1. The subway, bus and the trolley were only a thin dime to ride, and if you are really old, you'll remember a nickel a ride.
2. Schools were the showcase for the whole country.
3. Tuesday night was fireworks night in Coney Island put on by Schaefer Brewing.
4. There was very little pornography.
5. There were the bath houses: Stauches, Bushman Baths, Steeplechase Baths, Washington Baths, Ravenhall, and Brighton Beach Baths.< B R>
6. There was respect for teachers and older people in general.
7. There was almost no violence.
8. The theme of the music of the times, even when it became rock and roll, was love not anger
9. A great day was going to the beach at Coney Island,
10. People made a living and, rich or poor, people all knew how to have a good time no matter of status.
11. There was no better hot dog than the original at Nathan's in Coney Island And no better French fries than the Nathan's thick ripple cuts.
12. There were few divorces and few "one parent" families.
13. There were no drugs or drug problems in the lives of most people.
14. The rides and shows of Coney Island were fantastic: Steeplechase Park:
the horses, the big slide, the barrels, the zoo (maze), the human pool table, the Cyclone Roller Coaster,
the Tornado Roller Coaster, the Thunderbolt Roller Coaster, the Bob sled, the Virginia Reel, the Wonder Wheel, the Bumper cars, the Tunnel of love, Battaway, the loop the loop, the bubble bounce, miniature golf, the whip, the many merry-go-rounds,
the penny arcades. Luna Park, the Thompson Roller Coaster, the Parachute jump,
Fabers Sportsland and Fascination, toffee and cotton candy stores, custard stands, Pokerama, Skeeball,
prize games, fortune tellers guess games, hammer games, the Harlem revue, the freak shows, the house of wax, the animal nursery, restaurants, rifle ranges, push cart rides and parades.
15. The fruit man, the tool sharpener, the junk man and the watermelon man all with the horse and wagon
16. Sheepshead Bay was Lundy's Restaurant and fishing.
17. Only place for pizza and only whole pizzas was Joe's Bar and Grill on Ave U. Then in the mid-50's, a pizza explosion: you could buy it by the slice for a dime at many places. By the late 50's it was a whole 15 cents a slice! A tuna fish sandwich or a BLT were 45 cents. A small Coke was 7 cents, a large Coke was 12 cents. Remember Vanilla Cokes when th ey pumped real vanilla syrup into the glass before adding the Coke?
18. There were many theaters where every Saturday afternoon you could see 5 cartoons and two feature films. The Highway, the Avalon, the Kingsway, the Mayfair, the Claridge, the Tuxedo, the Oceana, the Oriental, the Avenue U, the Kent, the Paramount, the RKO Tilyou, the Mermaid, the Surf, the Walker, the Albemarle, the Alpine, the Rugby, the Ambassador, the People's Cinema, the Canarsie, the Marlboro, the Avon and the Globe.

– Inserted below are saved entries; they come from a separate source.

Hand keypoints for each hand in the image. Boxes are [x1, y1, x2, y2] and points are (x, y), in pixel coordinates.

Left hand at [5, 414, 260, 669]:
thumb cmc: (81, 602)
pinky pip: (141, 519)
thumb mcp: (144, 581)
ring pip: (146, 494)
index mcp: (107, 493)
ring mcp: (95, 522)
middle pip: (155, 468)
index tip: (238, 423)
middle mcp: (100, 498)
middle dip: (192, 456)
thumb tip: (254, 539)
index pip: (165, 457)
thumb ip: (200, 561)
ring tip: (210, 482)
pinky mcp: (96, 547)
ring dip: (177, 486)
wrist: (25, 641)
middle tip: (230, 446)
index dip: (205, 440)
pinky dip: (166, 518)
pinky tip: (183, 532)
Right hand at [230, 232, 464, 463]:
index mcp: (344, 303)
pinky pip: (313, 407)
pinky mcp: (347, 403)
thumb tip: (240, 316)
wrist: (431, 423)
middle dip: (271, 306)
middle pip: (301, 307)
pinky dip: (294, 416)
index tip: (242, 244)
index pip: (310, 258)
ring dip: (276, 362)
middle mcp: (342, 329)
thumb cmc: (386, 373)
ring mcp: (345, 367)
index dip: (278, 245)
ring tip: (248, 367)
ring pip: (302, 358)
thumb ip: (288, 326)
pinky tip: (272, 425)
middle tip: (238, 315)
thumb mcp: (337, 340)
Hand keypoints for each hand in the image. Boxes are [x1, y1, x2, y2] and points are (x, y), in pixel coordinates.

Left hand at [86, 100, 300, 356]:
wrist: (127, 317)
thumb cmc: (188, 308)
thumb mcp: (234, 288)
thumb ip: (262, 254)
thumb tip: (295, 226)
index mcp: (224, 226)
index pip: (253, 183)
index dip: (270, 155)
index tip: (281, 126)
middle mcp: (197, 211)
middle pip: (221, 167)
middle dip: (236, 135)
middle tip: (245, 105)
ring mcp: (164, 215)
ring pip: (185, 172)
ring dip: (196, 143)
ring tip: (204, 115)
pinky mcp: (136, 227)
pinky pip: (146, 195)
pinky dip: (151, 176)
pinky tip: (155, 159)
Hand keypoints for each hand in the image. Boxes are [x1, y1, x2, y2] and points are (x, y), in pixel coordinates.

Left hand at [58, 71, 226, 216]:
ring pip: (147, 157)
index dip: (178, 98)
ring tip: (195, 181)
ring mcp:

19 Everybody knew all the high schools in Brooklyn.
20. Big eating and coffee hangouts: Dubrow's on Kings Highway, also on Eastern Parkway/Utica Avenue, Famous on 86th Street, and Garfield's on Flatbush Avenue.
21. Ebinger's was the great bakery. loved the chocolate butter cream with the almonds on the side, Boston Cream pie, and the Blackout cakes!

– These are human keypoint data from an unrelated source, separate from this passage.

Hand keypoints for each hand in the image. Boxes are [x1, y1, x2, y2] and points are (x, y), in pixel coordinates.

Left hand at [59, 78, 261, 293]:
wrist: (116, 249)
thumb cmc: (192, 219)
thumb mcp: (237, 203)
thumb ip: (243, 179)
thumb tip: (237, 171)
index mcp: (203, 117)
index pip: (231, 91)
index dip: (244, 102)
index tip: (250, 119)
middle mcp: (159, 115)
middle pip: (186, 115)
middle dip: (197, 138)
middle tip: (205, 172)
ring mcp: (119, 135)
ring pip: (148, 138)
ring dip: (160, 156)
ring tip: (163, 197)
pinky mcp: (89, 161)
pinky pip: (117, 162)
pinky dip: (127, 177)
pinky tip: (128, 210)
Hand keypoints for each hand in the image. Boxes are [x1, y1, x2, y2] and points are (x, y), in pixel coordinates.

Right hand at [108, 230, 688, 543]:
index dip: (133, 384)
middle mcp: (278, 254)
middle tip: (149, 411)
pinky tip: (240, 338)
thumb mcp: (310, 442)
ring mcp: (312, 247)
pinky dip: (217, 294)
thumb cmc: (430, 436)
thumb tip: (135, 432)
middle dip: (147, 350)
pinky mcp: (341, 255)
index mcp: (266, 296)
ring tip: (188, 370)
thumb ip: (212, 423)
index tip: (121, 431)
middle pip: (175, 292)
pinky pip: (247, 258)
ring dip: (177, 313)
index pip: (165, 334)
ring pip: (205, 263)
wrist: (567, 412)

Bierman's was terrific also.
22. Kings Highway stores had their own ornate glitz as far as style goes.
23. There were many delicatessens in the 50's -- very few today. The best? Adelman's on 13th Avenue and Hymie's on Sutter Avenue. The food was from heaven!
24. Big night clubs in Brooklyn were the Ben Maksiks' "Town and Country" on Flatbush Avenue and "The Elegante' " on Ocean Parkway.
25. There were no fast food restaurants in the 50's and a hamburger tasted like a hamburger.
26. There was Murray the K, rock and roll concerts at the Brooklyn Fox and the Brooklyn Paramount. You had to go the night before to get good seats.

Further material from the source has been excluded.